In an article on the website of The Church of Jesus Christ of Latter-day Saints, Utah writer Jennifer Johnson shares her experience in keeping journals of personal spiritual revelations, inspired by a seminary instructor and the words of the late Elder Richard G. Scott, a member of the Quorum of the Twelve Apostles, who advised, “Write down in a secure place the important things you learn from the spirit. You will find that as you write down precious impressions, often more will come. Also, the knowledge you gain will be available throughout your life.”
This advice and other values coalesce in the writing of spiritual wills which, according to Rabbi Markus, may even be distributed while the writer is alive.
“The giving and receiving of an ethical will, not after death, but during life, can be a transformational experience between two people who care about each other. An ethical will does not have to be given after death. In fact, it can promote the most healing, the most closure, if given while the writer is still alive.”
Sharing an ethical will before your death, however, makes demands of all the people involved. “An ethical will asks deep honesty of the writer, and deep receptivity from the recipient, and a great deal of trust, because by opening up our hearts in these ways, we make ourselves vulnerable,” Rabbi Markus said.
Preparing your spiritual will
In her new book, Sister Petrosky gives examples of 10 spiritual wills and suggests 14 questions for people to think about when considering what to write. Among them: What gets you out of bed in the morning? Where do I find inner peace? What experience of beauty has moved you, lifted you out of yourself? What would I be willing to die for?
She recommends beginning and ending the process with a prayer. “It’s simple, really, but you have to search into your heart to do it and to be happy with what you’ve done.”
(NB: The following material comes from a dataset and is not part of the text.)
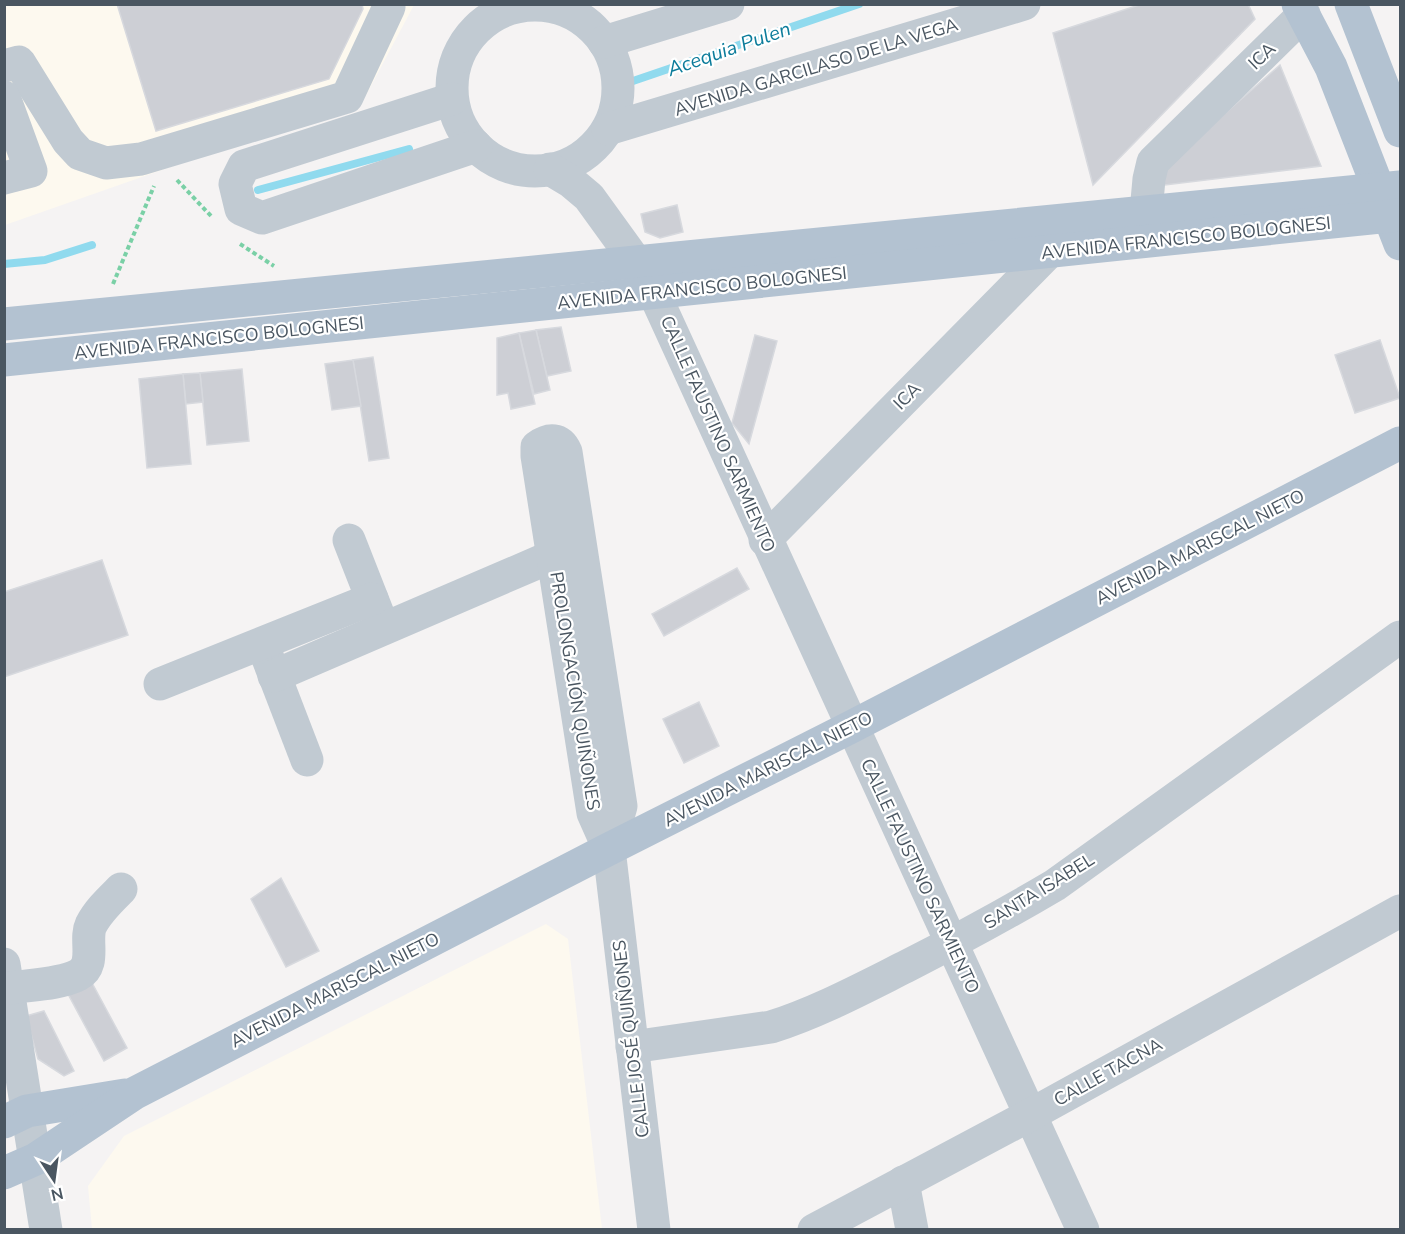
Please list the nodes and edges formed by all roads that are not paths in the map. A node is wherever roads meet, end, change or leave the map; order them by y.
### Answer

Rabbi Markus said that authenticity is the most important quality of an ethical will, and he advises, “Be audacious, be bold, leave it all here.” His own will, which he revises or rewrites every five years, is currently 5 pages long.
But while authenticity is important, it’s also important that the writer come at the process of preparing an ethical will with the proper intent.
“I hope what an ethical will never be is the equivalent of a slap from the grave,” he said. “As an attorney, I have seen people use their legal wills to say things to their loved ones that are hurtful and even full of revenge. And there’s no way to speak back, and there’s no way to heal, and they end up doing a great deal of harm.”
The purpose of an ethical will is not to have a screaming match or give a lecture, he said. “It’s to harness our highest wisdom, our deepest truths and to refine them in ways that will be constructive, not destructive.”
It helps to think of an ethical will as your blessing on your loved ones and future generations. “A blessing is anything transferred from one person to another to enhance the recipient’s life,” Taylor said. “My argument is, the kind of spiritual blessings or life blessings you can give to people are much more important than financial blessings.”